§ Directions for this task:
Copy all lines below that use the word "Raúl".

Segment Start: Input data

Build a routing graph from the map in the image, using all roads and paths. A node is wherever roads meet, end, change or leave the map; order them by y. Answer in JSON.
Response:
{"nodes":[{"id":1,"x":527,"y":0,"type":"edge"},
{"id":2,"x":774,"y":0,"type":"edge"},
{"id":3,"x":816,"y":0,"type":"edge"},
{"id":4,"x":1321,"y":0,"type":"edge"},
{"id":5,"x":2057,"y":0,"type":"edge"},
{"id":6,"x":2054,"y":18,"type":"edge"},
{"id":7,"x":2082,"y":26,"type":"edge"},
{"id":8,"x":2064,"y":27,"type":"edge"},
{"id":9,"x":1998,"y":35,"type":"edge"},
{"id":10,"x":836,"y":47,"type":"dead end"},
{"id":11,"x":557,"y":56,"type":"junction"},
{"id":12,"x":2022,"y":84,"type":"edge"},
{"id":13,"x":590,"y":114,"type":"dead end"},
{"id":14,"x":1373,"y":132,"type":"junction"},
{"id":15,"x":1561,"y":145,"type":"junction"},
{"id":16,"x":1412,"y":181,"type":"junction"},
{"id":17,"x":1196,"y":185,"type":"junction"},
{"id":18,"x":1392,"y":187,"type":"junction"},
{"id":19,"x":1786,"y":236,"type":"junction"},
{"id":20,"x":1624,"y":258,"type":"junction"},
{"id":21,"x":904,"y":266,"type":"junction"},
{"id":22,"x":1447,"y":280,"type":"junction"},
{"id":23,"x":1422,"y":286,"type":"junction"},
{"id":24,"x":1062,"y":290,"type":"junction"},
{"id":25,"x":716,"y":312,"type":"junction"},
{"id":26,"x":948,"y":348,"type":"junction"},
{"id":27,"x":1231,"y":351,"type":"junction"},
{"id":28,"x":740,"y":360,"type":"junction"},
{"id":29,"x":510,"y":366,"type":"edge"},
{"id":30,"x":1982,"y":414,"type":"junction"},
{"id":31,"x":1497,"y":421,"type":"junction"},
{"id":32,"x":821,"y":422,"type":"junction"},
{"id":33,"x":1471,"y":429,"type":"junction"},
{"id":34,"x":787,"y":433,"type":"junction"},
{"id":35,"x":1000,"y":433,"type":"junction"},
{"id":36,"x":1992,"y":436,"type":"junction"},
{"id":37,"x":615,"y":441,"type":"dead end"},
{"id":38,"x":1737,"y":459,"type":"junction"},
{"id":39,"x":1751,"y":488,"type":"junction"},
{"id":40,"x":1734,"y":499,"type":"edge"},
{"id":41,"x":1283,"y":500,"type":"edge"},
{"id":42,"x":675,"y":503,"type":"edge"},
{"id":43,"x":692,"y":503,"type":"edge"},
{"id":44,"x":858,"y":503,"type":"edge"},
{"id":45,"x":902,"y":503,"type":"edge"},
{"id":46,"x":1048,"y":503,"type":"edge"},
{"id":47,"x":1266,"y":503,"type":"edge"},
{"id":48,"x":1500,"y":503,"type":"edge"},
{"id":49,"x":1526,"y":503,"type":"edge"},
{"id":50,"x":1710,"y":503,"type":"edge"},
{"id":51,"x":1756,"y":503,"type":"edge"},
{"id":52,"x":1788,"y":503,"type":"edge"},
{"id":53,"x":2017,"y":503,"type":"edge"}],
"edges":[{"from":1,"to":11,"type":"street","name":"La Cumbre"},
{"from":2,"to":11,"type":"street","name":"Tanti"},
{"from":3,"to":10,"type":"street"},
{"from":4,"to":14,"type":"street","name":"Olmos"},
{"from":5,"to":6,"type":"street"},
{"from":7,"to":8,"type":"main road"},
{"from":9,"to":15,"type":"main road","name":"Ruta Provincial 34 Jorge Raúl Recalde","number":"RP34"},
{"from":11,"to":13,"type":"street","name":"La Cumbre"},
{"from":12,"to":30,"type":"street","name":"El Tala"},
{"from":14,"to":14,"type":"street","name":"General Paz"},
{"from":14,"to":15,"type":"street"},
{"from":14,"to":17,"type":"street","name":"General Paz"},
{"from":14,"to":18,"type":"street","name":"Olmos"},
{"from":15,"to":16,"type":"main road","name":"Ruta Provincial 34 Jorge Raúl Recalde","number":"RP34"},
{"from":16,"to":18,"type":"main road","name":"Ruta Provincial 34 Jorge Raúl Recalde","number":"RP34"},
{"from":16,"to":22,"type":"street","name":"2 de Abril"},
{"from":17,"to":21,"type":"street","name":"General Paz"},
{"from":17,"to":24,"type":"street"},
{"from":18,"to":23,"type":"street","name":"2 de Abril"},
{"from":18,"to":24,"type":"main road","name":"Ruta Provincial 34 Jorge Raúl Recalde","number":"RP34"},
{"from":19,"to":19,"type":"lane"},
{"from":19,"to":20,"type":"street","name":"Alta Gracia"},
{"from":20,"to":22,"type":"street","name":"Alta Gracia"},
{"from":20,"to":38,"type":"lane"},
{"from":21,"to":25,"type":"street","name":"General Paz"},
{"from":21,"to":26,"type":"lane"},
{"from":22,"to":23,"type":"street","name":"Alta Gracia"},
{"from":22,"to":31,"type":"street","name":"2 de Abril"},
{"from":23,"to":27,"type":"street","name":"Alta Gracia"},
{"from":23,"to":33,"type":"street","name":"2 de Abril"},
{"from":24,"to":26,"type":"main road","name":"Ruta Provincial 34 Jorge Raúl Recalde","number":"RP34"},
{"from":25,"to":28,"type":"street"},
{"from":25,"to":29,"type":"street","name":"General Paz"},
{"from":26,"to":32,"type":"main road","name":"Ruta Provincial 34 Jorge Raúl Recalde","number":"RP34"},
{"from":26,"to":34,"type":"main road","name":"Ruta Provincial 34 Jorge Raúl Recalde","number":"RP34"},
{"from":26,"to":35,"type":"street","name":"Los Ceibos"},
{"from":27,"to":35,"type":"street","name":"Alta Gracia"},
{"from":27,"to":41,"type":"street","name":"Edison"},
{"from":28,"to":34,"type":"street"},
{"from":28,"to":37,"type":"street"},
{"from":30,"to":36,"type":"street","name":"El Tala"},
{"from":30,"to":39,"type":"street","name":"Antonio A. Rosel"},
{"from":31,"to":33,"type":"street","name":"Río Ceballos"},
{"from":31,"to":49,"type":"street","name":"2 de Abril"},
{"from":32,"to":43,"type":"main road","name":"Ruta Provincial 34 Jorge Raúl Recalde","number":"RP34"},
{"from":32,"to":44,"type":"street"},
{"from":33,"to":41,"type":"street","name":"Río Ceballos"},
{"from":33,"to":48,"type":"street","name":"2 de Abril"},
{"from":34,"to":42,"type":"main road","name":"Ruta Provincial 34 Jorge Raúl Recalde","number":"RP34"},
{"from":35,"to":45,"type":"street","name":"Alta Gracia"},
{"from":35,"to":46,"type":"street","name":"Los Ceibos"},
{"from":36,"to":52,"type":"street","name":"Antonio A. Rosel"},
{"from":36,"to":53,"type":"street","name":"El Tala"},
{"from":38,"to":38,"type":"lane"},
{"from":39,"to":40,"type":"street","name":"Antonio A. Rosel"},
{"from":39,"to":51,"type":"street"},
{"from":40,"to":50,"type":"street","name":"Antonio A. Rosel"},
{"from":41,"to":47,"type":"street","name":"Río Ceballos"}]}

Segment End: Input data

§ Response box:
{"from":9,"to":15,"type":"main road","name":"Ruta Provincial 34 Jorge Raúl Recalde","number":"RP34"},
{"from":15,"to":16,"type":"main road","name":"Ruta Provincial 34 Jorge Raúl Recalde","number":"RP34"},
{"from":16,"to":18,"type":"main road","name":"Ruta Provincial 34 Jorge Raúl Recalde","number":"RP34"},
{"from":18,"to":24,"type":"main road","name":"Ruta Provincial 34 Jorge Raúl Recalde","number":"RP34"},
{"from":24,"to":26,"type":"main road","name":"Ruta Provincial 34 Jorge Raúl Recalde","number":"RP34"},
{"from":26,"to":32,"type":"main road","name":"Ruta Provincial 34 Jorge Raúl Recalde","number":"RP34"},
{"from":26,"to":34,"type":"main road","name":"Ruta Provincial 34 Jorge Raúl Recalde","number":"RP34"},
{"from":32,"to":43,"type":"main road","name":"Ruta Provincial 34 Jorge Raúl Recalde","number":"RP34"},
{"from":34,"to":42,"type":"main road","name":"Ruta Provincial 34 Jorge Raúl Recalde","number":"RP34"},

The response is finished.